Rendez-vous au championnat mondial des Golden Trail Series

Frédéric Tranchand n’est pas le premier Français à montrer la compétitivité des orienteurs sur la mythique Sierre-Zinal, face aux plus grands spécialistes du trail. Son compatriote François Gonon avait terminé 4e en 2014. Plusieurs orienteurs suisses se sont également illustrés, comme Marc Lauenstein, vainqueur de Sierre-Zinal en 2013, Judith Wyder, 2e en 2019 ou encore Joey Hadorn, 7e cette année.

Frédéric aura l’occasion de se montrer une nouvelle fois lors du championnat mondial des Golden Trail Series, organisé aux Açores du 29 octobre au 1er novembre.
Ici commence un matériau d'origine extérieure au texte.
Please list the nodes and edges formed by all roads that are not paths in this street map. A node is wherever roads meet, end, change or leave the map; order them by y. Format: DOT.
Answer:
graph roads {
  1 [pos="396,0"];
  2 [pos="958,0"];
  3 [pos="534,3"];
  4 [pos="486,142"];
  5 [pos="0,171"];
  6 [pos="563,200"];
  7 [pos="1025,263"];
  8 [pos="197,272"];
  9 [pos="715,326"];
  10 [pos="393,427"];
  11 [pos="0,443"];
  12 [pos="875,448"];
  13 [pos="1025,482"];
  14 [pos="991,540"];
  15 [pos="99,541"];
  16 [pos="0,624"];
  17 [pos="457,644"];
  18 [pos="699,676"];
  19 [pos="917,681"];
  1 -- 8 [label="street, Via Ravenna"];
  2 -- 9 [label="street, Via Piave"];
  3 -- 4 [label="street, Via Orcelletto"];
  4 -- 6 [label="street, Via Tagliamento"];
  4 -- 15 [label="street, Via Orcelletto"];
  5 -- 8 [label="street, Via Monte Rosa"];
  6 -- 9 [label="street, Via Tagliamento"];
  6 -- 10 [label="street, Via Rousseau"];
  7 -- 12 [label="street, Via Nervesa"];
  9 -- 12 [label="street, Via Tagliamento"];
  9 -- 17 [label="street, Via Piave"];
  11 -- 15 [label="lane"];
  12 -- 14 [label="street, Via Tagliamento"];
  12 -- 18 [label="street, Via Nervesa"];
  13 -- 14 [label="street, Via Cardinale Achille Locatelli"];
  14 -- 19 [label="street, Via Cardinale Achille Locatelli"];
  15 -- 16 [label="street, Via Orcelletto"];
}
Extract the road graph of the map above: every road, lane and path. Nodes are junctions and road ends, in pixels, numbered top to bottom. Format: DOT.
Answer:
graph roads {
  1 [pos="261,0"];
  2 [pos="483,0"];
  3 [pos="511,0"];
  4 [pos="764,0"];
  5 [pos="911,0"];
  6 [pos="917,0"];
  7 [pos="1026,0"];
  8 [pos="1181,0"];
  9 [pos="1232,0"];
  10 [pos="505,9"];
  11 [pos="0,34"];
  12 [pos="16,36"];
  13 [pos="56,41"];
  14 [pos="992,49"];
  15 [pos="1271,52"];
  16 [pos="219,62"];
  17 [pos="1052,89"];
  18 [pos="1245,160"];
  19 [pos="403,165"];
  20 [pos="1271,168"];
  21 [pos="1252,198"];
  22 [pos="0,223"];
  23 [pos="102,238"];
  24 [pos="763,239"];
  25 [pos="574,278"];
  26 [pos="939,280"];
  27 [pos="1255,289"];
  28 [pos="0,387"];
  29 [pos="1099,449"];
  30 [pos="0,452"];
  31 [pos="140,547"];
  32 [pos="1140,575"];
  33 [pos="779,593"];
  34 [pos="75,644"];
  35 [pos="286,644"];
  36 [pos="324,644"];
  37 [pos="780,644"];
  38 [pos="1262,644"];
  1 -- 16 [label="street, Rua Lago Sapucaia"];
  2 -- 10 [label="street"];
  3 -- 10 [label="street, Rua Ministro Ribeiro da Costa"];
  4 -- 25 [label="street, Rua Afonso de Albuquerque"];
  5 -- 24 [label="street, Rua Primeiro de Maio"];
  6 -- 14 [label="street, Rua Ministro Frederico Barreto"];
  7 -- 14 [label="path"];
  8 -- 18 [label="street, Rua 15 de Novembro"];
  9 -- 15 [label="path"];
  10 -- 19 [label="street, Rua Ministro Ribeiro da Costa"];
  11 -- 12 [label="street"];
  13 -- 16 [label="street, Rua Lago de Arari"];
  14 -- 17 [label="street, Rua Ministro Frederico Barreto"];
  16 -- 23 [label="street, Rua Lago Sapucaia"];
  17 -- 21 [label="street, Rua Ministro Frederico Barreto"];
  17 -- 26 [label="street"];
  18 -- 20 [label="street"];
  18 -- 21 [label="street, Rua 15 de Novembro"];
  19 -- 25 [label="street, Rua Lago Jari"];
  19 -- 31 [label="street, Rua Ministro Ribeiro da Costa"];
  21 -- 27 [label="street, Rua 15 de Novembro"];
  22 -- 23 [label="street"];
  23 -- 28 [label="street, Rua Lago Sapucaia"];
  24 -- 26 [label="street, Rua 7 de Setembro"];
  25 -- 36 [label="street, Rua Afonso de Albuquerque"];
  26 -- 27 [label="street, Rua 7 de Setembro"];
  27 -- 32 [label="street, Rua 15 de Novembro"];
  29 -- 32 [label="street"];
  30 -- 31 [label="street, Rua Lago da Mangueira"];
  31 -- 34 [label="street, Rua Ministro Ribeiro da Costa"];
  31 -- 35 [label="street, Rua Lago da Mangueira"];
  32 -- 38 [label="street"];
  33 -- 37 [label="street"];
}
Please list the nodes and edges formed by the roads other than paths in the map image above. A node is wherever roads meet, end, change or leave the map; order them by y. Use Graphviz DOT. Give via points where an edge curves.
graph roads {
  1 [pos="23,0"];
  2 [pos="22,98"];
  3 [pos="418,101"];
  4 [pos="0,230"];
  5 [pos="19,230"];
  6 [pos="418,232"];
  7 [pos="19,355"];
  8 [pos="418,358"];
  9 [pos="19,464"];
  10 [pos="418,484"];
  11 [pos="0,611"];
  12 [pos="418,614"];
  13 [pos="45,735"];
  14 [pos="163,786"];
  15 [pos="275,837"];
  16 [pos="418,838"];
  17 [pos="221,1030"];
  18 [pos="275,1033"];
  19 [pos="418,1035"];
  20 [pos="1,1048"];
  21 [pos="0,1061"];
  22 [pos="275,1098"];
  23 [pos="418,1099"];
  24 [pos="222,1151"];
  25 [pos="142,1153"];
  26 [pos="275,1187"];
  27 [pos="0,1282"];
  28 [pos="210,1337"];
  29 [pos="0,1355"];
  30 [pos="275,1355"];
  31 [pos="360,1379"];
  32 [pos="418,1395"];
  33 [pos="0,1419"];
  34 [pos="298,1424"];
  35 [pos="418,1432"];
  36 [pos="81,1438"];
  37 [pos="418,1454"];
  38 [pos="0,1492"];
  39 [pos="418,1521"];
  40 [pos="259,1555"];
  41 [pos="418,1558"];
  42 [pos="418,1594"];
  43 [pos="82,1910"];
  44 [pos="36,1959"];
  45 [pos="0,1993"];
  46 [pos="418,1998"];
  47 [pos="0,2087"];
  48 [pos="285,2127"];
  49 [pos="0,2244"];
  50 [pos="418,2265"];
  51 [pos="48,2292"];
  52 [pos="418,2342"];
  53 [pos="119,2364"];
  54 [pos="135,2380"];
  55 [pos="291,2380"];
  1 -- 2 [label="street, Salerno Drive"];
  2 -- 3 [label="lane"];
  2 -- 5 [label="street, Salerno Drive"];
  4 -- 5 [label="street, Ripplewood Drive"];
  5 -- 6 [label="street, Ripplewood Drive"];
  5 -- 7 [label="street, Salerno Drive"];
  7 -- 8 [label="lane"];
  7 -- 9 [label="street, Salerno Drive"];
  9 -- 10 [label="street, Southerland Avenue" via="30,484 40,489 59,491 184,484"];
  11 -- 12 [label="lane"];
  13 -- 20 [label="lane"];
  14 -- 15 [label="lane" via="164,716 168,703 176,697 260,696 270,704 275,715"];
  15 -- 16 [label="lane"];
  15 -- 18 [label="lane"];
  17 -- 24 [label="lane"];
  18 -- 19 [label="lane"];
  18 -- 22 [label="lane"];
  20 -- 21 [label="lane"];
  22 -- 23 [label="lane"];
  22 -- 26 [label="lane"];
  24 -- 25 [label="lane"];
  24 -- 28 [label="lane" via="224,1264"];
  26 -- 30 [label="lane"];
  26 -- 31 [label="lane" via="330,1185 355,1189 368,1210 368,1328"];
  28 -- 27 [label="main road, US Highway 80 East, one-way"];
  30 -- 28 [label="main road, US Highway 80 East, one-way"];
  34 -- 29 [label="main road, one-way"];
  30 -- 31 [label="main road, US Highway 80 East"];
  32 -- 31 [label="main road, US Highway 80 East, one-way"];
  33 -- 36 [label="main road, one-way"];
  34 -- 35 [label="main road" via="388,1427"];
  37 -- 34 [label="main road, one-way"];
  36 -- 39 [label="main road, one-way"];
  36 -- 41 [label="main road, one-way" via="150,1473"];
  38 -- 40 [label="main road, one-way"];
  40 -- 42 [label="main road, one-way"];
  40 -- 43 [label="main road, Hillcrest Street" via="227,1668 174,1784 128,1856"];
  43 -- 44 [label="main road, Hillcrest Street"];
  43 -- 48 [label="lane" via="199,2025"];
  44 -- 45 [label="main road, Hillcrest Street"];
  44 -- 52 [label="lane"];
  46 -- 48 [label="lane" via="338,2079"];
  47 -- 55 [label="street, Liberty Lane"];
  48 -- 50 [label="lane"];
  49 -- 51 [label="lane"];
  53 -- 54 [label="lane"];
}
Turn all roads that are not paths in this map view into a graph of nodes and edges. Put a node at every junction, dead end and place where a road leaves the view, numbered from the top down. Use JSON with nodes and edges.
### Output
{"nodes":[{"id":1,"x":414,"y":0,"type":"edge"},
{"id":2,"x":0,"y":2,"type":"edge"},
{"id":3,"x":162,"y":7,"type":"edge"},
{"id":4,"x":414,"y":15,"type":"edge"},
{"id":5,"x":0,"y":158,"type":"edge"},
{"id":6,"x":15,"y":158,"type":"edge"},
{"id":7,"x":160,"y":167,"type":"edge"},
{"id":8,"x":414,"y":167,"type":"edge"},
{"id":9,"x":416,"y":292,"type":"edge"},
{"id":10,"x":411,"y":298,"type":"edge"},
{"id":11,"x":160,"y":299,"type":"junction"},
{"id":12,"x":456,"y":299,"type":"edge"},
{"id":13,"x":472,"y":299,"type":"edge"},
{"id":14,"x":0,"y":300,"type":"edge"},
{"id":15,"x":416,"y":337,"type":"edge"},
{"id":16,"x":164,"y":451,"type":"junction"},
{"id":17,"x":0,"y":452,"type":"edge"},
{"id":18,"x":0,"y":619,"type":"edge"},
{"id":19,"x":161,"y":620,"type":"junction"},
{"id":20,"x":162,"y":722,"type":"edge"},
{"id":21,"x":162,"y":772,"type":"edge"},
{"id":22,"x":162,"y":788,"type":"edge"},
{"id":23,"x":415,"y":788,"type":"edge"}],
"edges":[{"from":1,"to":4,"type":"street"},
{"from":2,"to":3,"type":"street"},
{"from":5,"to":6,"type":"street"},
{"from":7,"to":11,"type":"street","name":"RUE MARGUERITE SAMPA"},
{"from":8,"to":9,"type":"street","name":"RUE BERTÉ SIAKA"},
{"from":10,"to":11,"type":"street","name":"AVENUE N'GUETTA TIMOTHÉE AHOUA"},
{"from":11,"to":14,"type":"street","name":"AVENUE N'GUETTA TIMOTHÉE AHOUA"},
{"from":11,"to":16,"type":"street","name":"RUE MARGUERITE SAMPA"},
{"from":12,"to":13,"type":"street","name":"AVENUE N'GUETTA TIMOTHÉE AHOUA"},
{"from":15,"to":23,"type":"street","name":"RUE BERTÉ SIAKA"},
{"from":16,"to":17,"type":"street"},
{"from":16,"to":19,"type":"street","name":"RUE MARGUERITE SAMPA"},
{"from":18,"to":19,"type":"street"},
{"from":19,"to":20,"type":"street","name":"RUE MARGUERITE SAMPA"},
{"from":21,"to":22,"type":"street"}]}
Sa performance lui a en effet offert un « Golden Ticket » pour cette épreuve de 4 étapes en 4 jours où sont attendus la plupart des meilleurs traileurs sur les distances allant de 20 à 40 km.

« Il y a quatre jours de course d’affilée et ça risque d’être dur, anticipe Frédéric. Mais c’est surtout l’occasion de me confronter avec Kilian et les autres. Ce sera un bon test. »

« Ce résultat à Sierre-Zinal me fait un peu réfléchir sur la suite, a-t-il confié à Distances+. Je vais bien évidemment continuer la course d’orientation, qui reste mon sport, mais il faut regarder s’il y a moyen de jouer sur les deux calendriers. J’aimerais bien faire du skyrunning (il sera au départ de la Skyrace des Matheysins, en Isère, les 17 et 18 octobre). J’aime le dénivelé et il y a de chouettes coins à découvrir. »

Sur son dossier de recherche de partenaires, Frédéric Tranchand a écrit : « il ne suffit pas de courir vite, il faut aller dans la bonne direction. » Le Français semble avoir trouvé la sienne.